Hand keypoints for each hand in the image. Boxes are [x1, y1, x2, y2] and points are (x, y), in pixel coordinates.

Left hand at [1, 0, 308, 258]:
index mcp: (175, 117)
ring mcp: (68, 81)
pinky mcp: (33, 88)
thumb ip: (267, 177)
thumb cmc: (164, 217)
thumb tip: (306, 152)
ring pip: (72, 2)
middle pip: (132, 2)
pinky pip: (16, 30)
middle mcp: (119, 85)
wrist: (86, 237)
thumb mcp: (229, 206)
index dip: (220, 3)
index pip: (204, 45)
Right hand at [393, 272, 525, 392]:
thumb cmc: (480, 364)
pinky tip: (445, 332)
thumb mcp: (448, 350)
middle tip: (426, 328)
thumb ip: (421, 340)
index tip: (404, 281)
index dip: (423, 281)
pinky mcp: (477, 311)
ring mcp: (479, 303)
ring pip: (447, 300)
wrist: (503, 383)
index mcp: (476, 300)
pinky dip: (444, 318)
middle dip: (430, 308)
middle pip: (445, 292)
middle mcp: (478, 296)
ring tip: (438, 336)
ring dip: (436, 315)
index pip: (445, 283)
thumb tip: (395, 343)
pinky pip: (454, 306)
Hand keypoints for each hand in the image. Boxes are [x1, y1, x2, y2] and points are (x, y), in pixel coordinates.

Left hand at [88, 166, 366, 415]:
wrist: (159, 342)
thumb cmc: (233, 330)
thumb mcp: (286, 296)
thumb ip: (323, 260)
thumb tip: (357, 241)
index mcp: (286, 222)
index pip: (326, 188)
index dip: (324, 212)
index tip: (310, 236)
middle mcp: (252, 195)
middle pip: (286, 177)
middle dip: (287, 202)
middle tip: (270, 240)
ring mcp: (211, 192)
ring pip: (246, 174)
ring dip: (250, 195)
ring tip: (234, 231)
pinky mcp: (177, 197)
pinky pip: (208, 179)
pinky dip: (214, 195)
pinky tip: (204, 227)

Directions -> Your task is to reproduce exactly the lines that begin at the line containing "ring tip: (438, 336)" and end at the final line of the data above.

Output ->
ring tip: (438, 336)
ring dip: (436, 315)
index pip: (445, 283)
thumb tip: (395, 343)
pinky pip: (454, 306)
Hand keypoints for each hand in the image. Boxes are [x1, y1, x2, y2] and points are (x, y), in pixel coordinates.

Left hand at [88, 166, 366, 415]:
wrist: (159, 342)
thumb cmc: (233, 330)
thumb mcp: (286, 296)
thumb ip: (323, 260)
thumb tip: (357, 241)
index mcp: (286, 222)
index pip: (326, 188)
index dip: (324, 212)
index tip: (310, 236)
middle mcp: (252, 195)
middle pip: (286, 177)
middle dip: (287, 202)
middle tip: (270, 240)
ring mcp: (211, 192)
ring pip: (246, 174)
ring dip: (250, 195)
ring tip: (234, 231)
pinky mcp: (177, 197)
pinky pip: (208, 179)
pinky dip: (214, 195)
pinky tip: (204, 227)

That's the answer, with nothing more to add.